Dal panettiere pugliese che fa rete con il kebab egiziano durante Magnam, iniziativa di street food organizzata dalla Salumeria, alle Pulci Pettinate, mercatino di handmade, vintage e modernariato, dove negozi e cortili aprono le proprie porte per far scoprire un quartiere ricco di tradizioni e varietà culturali. Valorizzare il territorio con messaggi semplici e diretti è questa la ricetta della Salumeria del Design che, da viale Padova, è migrata anche in altri quartieri di Milano. «Il format è ormai consolidato», spiega Nicola, «e per questo ci hanno chiesto di esportarlo anche in altre realtà di Milano. Il 23 ottobre (e 18 dicembre) saremo in zona Isola con Botteghe e fattorie sotto i grattacieli, giunta alla quinta edizione».

«In questa zona», prosegue Nicola, «si è sentita la necessità di svecchiare la solita festa di quartiere e di coinvolgere anche altre realtà, non solo locali. Per questo saremo con Coldiretti con il mercato agricolo a km0, un pranzo popolare nel chiostro cinquecentesco di Santa Maria alla Fontana, tour guidati alla scoperta del quartiere, musica e laboratori».

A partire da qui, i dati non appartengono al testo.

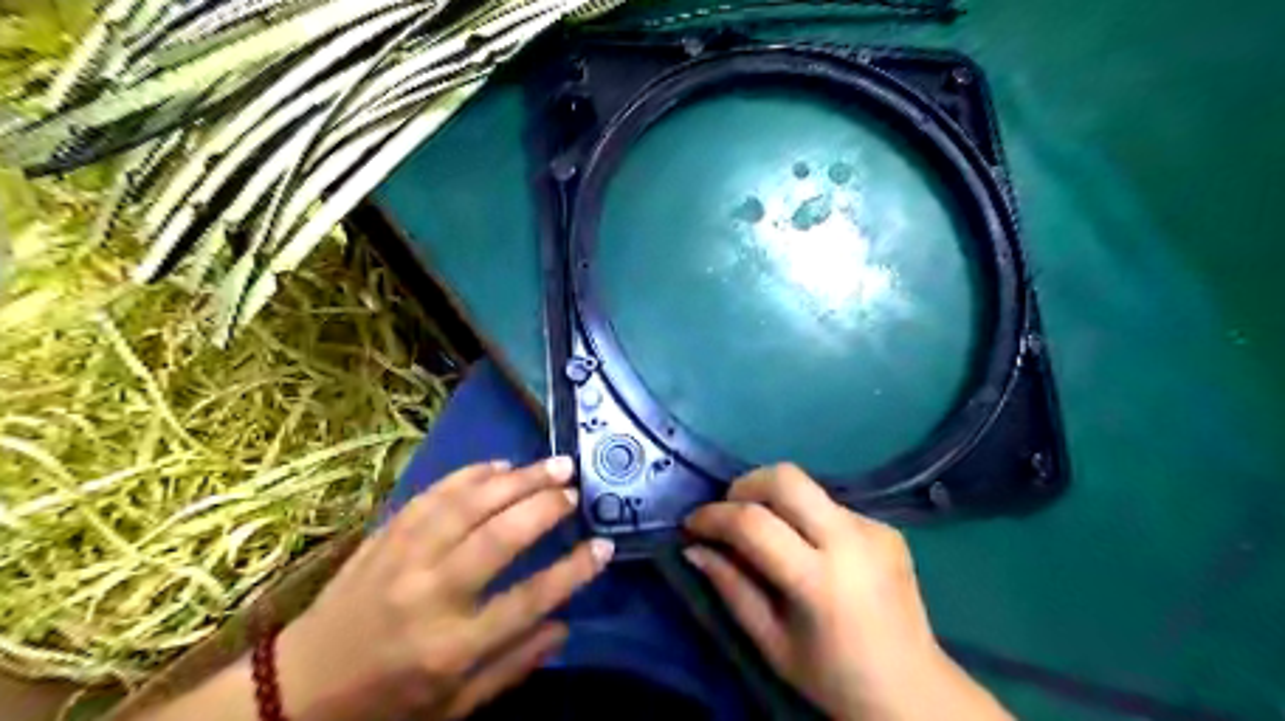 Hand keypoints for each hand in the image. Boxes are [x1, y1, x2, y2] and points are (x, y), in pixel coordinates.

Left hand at [274, 459, 611, 716]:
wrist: (295, 690)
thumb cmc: (384, 704)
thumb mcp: (454, 707)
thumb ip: (512, 665)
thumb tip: (565, 625)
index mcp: (452, 647)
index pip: (529, 599)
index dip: (573, 571)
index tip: (604, 546)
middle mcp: (431, 594)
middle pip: (500, 537)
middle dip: (545, 507)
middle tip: (576, 488)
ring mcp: (403, 559)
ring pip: (469, 505)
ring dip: (517, 479)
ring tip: (552, 464)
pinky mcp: (385, 537)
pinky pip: (434, 495)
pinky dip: (470, 475)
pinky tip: (499, 465)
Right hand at [688, 466, 1009, 717]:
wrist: (915, 692)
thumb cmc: (833, 678)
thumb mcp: (771, 643)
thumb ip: (731, 588)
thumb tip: (693, 548)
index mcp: (819, 581)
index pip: (754, 523)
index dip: (714, 516)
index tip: (692, 525)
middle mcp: (850, 541)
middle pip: (786, 477)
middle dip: (745, 485)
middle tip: (729, 513)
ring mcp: (874, 529)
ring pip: (808, 488)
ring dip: (776, 502)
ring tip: (769, 537)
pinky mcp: (886, 528)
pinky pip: (831, 507)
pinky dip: (807, 519)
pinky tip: (811, 551) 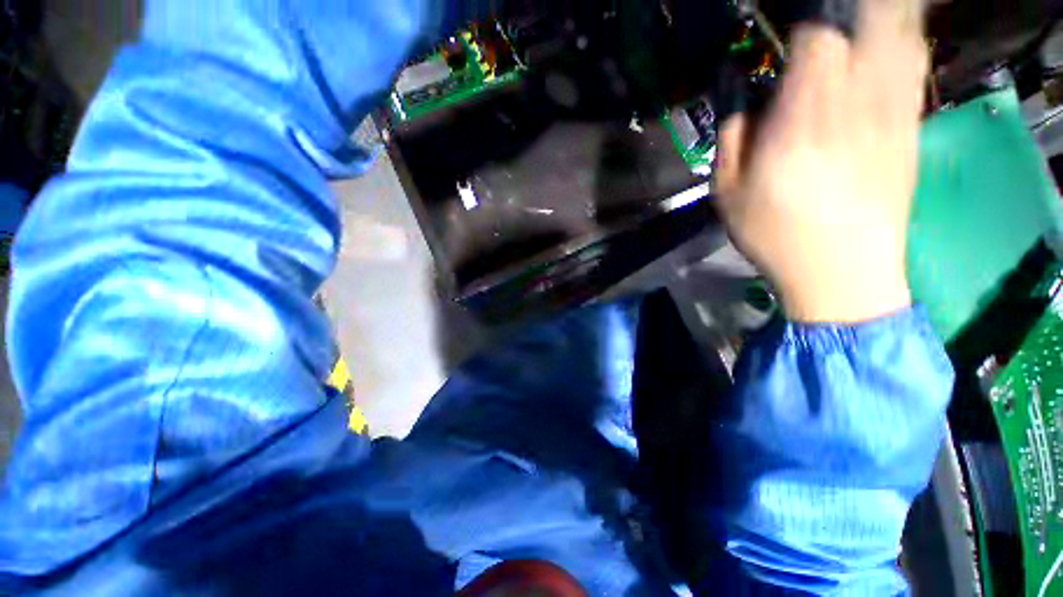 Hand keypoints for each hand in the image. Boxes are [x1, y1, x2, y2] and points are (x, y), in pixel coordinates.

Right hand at [715, 0, 927, 322]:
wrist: (842, 272)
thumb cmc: (774, 235)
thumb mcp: (727, 194)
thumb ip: (731, 139)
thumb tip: (742, 99)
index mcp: (800, 123)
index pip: (816, 41)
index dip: (804, 26)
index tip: (790, 32)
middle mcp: (853, 106)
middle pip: (867, 25)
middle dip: (849, 12)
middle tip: (827, 21)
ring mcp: (890, 115)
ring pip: (899, 38)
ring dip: (879, 19)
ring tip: (858, 22)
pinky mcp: (910, 130)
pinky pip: (913, 68)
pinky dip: (903, 44)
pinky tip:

E alla domanda se, per caso, qualcuno a livello istituzionale, si è mai occupato di loro, anche solo per premiarne l’impegno, Giulia e Nicola si dicono soddisfatti così. Preferiscono rimanere indipendenti ed eventualmente dare una mano là dove i Consigli di zona o le Associaziono locali vogliono affidarsi alla loro professionalità ed esperienza. Nel futuro - ormai lontano dall’immanginario del designer che è come il maiale, mandato al macello nel mondo del lavoro e pronto ad essere sfruttato - Giulia e Nicola vedono tanti nuovi e stimolanti progetti.

Oltre ai prossimi appuntamenti con Distretto Isola e Magazzino 76, nel 2017 la Salumeria del Design diventerà un luogo di ritrovo, aperto tutte le sere. Tra le vecchie credenze e i tavoli in formica sarà possibile mangiare, bere una birra e ascoltare della musica, anche dal vivo.